2. Literature Review and Related Work This section provides an overview of Semantic Web and Semantic Web Services. Then web services workflow modeling approaches, as well as some of the attempts to test WSs will be presented.

2.1 Semantic Web and Semantic Web Services Semantic Web enabling standards are built on: RDF [5]; RDF Schema; and the Web Ontology Language – OWL [19]. These standards build up a rich set of constructs for describing the semantics of online information sources. RDF is an XML-based standard from W3C for describing resources on the Web. RDF introduces a little semantics to XML data by allowing the representation of objects and their relations through properties. The RDF-Schema is a language for expressing semantic metadata. The Web Ontology language – OWL facilitates greater machine interpretability of Web content than RDF and RDF Schema by providing a much richer set of constructs for specifying classes and relations. OWL has evolved from existing ontology languages; specifically DAML + OIL [13]. DAML-S [1, 11, 29] is an RDF-based language that defines ontology for declaring and describing Web Services through a set of basic classes and properties. DAML-S aims to provide the necessary semantics to enable Semantic Web Services. Three main approaches have been driving the development of Semantic Web Service frameworks: IRSII [20], OWL-S [26] and WSMF [12]. IRS-II (Internet Reasoning Service) is a knowledge-based approach to SWS, which evolved from research on reusable knowledge components. OWL-S is an agent-oriented approach to SWS, providing ontology for describing WS capabilities. WSMF (Web Service Modeling Framework) is a business-oriented approach to SWS, focusing on a set of e-commerce requirements for Web Services including trust and security.
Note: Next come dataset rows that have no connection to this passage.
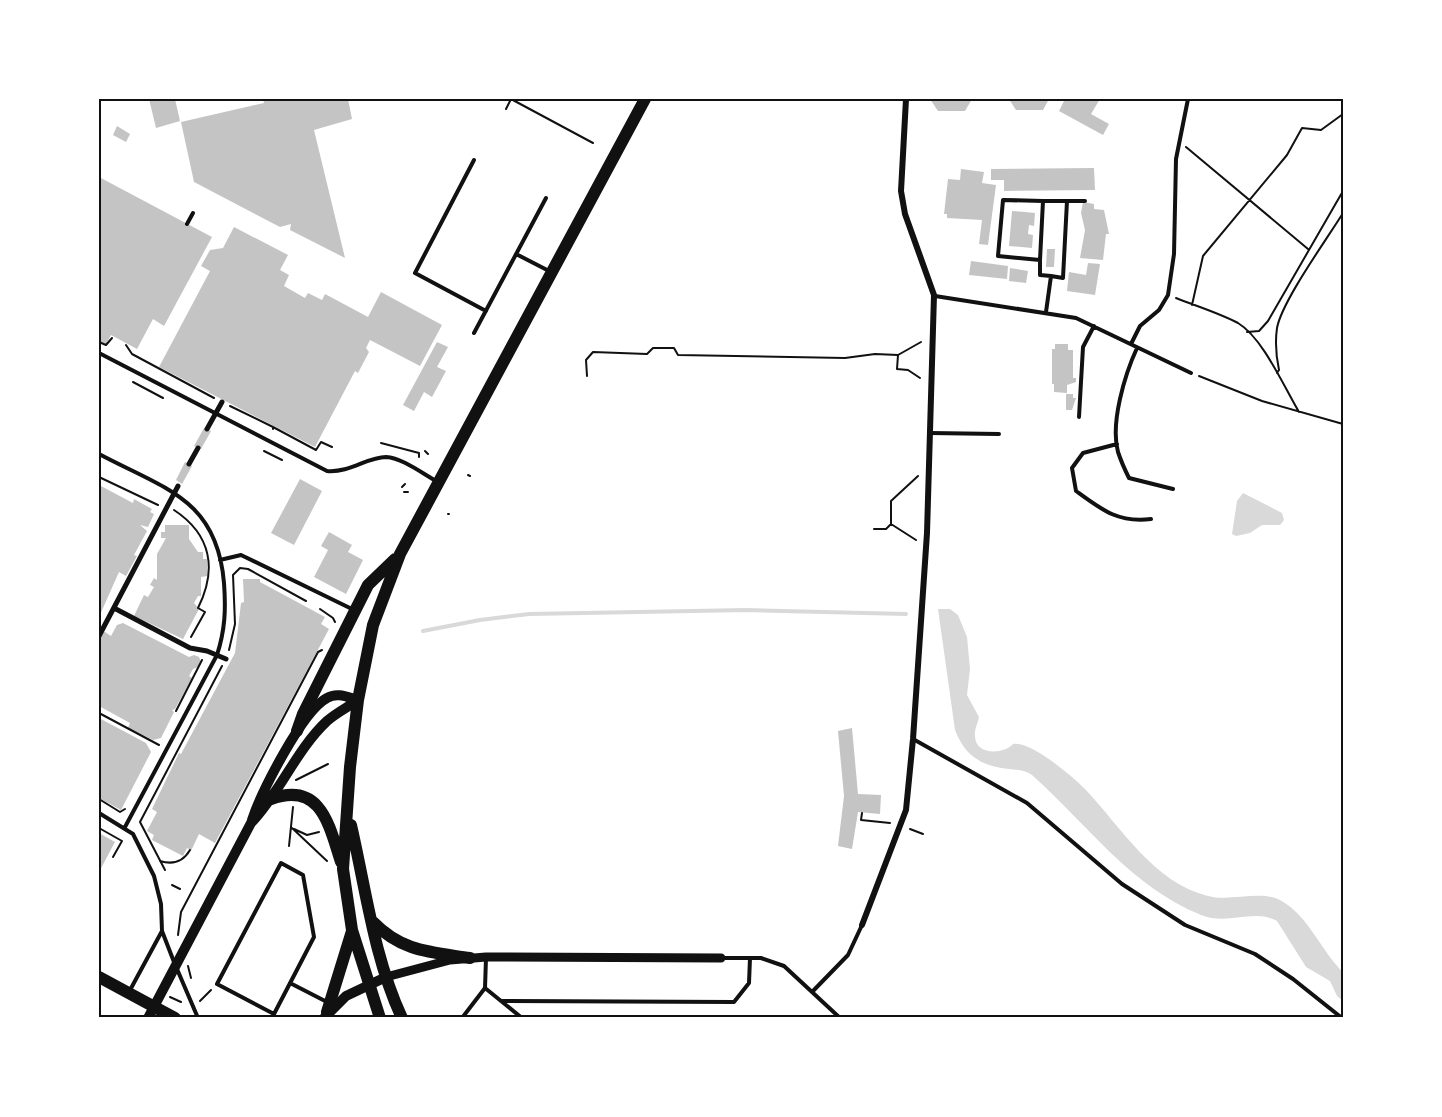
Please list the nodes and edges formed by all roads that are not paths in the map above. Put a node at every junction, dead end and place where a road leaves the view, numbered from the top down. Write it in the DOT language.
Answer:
graph roads {
  1 [pos="645,99"];
  2 [pos="906,99"];
  3 [pos="1188,99"];
  4 [pos="474,160"];
  5 [pos="546,198"];
  6 [pos="1043,201"];
  7 [pos="1068,201"];
  8 [pos="1085,201"];
  9 [pos="193,213"];
  10 [pos="188,224"];
  11 [pos="516,254"];
  12 [pos="1040,260"];
  13 [pos="551,272"];
  14 [pos="1051,276"];
  15 [pos="934,295"];
  16 [pos="486,311"];
  17 [pos="1046,312"];
  18 [pos="1094,326"];
  19 [pos="474,333"];
  20 [pos="1131,344"];
  21 [pos="1137,348"];
  22 [pos="99,353"];
  23 [pos="1191,373"];
  24 [pos="222,402"];
  25 [pos="215,414"];
  26 [pos="1079,417"];
  27 [pos="207,429"];
  28 [pos="930,433"];
  29 [pos="999,434"];
  30 [pos="1118,444"];
  31 [pos="198,448"];
  32 [pos="99,454"];
  33 [pos="189,464"];
  34 [pos="438,482"];
  35 [pos="178,486"];
  36 [pos="1173,489"];
  37 [pos="173,494"];
  38 [pos="1151,519"];
  39 [pos="400,554"];
  40 [pos="220,560"];
  41 [pos="114,608"];
  42 [pos="355,610"];
  43 [pos="99,636"];
  44 [pos="217,656"];
  45 [pos="226,659"];
  46 [pos="358,700"];
  47 [pos="297,731"];
  48 [pos="914,739"];
  49 [pos="271,799"];
  50 [pos="99,813"];
  51 [pos="349,815"];
  52 [pos="251,823"];
  53 [pos="125,827"];
  54 [pos="343,869"];
  55 [pos="370,920"];
  56 [pos="862,925"];
  57 [pos="352,930"];
  58 [pos="162,932"];
  59 [pos="486,957"];
  60 [pos="470,958"];
  61 [pos="721,958"];
  62 [pos="750,958"];
  63 [pos="99,977"];
  64 [pos="386,977"];
  65 [pos="290,983"];
  66 [pos="367,984"];
  67 [pos="485,988"];
  68 [pos="813,991"];
  69 [pos="128,992"];
  70 [pos="501,1001"];
  71 [pos="327,1011"];
  72 [pos="148,1018"];
  73 [pos="174,1018"];
  74 [pos="198,1018"];
  75 [pos="380,1018"];
  76 [pos="402,1018"];
  77 [pos="462,1018"];
  78 [pos="522,1018"];
  79 [pos="840,1018"];
  80 [pos="1342,1018"];
  1 -- 13 [label="main road"];
  2 -- 15 [label="street"];
  3 -- 20 [label="lane"];
  4 -- 16 [label="lane"];
  5 -- 11 [label="lane"];
  6 -- 7 [label="lane"];
  6 -- 12 [label="lane"];
  6 -- 12 [label="lane"];
  7 -- 8 [label="lane"];
  7 -- 14 [label="lane"];
  9 -- 10 [label="lane"];
  11 -- 13 [label="lane"];
  11 -- 16 [label="lane"];
  12 -- 14 [label="lane"];
  13 -- 34 [label="main road"];
  14 -- 17 [label="lane"];
  15 -- 17 [label="lane"];
  15 -- 28 [label="street"];
  16 -- 19 [label="lane"];
  17 -- 18 [label="lane"];
  18 -- 20 [label="lane"];
  18 -- 26 [label="lane"];
  20 -- 21 [label="lane"];
  21 -- 23 [label="lane"];
  21 -- 30 [label="lane"];
  22 -- 25 [label="lane"];
  24 -- 25 [label="street"];
  25 -- 27 [label="street"];
  25 -- 34 [label="lane"];
  28 -- 29 [label="lane"];
  28 -- 48 [label="street"];
  30 -- 36 [label="lane"];
  30 -- 38 [label="lane"];
  31 -- 33 [label="street"];
  32 -- 37 [label="lane"];
  34 -- 39 [label="main road"];
  35 -- 37 [label="street"];
  37 -- 40 [label="lane"];
  37 -- 41 [label="street"];
  39 -- 42 [label="main road"];
  39 -- 46 [label="main road"];
  40 -- 42 [label="lane"];
  40 -- 44 [label="lane"];
  41 -- 43 [label="street"];
  41 -- 44 [label="street"];
  42 -- 47 [label="main road"];
  44 -- 45 [label="street"];
  44 -- 53 [label="lane"];
  46 -- 47 [label="main road"];
  46 -- 49 [label="main road"];
  46 -- 51 [label="main road"];
  47 -- 52 [label="main road"];
  48 -- 56 [label="street"];
  48 -- 80 [label="lane"];
  49 -- 52 [label="main road"];
  49 -- 54 [label="main road"];
  50 -- 53 [label="lane"];
  51 -- 54 [label="main road"];
  51 -- 55 [label="main road"];
  52 -- 72 [label="main road"];
  53 -- 58 [label="lane"];
  54 -- 57 [label="main road"];
  55 -- 60 [label="main road"];
  55 -- 64 [label="main road"];
  56 -- 68 [label="lane"];
  57 -- 66 [label="main road"];
  57 -- 71 [label="main road"];
  58 -- 69 [label="lane"];
  58 -- 74 [label="lane"];
  59 -- 60 [label="street"];
  59 -- 61 [label="street"];
  59 -- 67 [label="lane"];
  60 -- 64 [label="street"];
  61 -- 62 [label="lane"];
  62 -- 68 [label="lane"];
  62 -- 70 [label="lane"];
  63 -- 69 [label="main road"];
  64 -- 66 [label="main road"];
  64 -- 76 [label="main road"];
  65 -- 65 [label="lane"];
  65 -- 71 [label="lane"];
  66 -- 71 [label="main road"];
  66 -- 75 [label="main road"];
  67 -- 70 [label="lane"];
  67 -- 77 [label="lane"];
  68 -- 79 [label="lane"];
  69 -- 73 [label="main road"];
  70 -- 78 [label="lane"];
}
WSMF consists of four main elements: (a) Ontology that provides the terminology used by other elements; (b) Capability repositories which define the problems that the set of Web Services solve; (c) Web Services descriptions that define various aspects of a Web Service; and (d) Mediators which bypass interoperability problems. The Semantic Web Services, Semantic Web, and Web Services, their standards, and internet-based languages, all provide for the dynamic or automatic composition of WSs. And as such, one interesting investigation could be to provide a testing methodology for dynamically composed WSs. Although this is not within the scope of our current work; however, we intend to investigate our framework‘s structure for the feasibility of such a methodology in our future work.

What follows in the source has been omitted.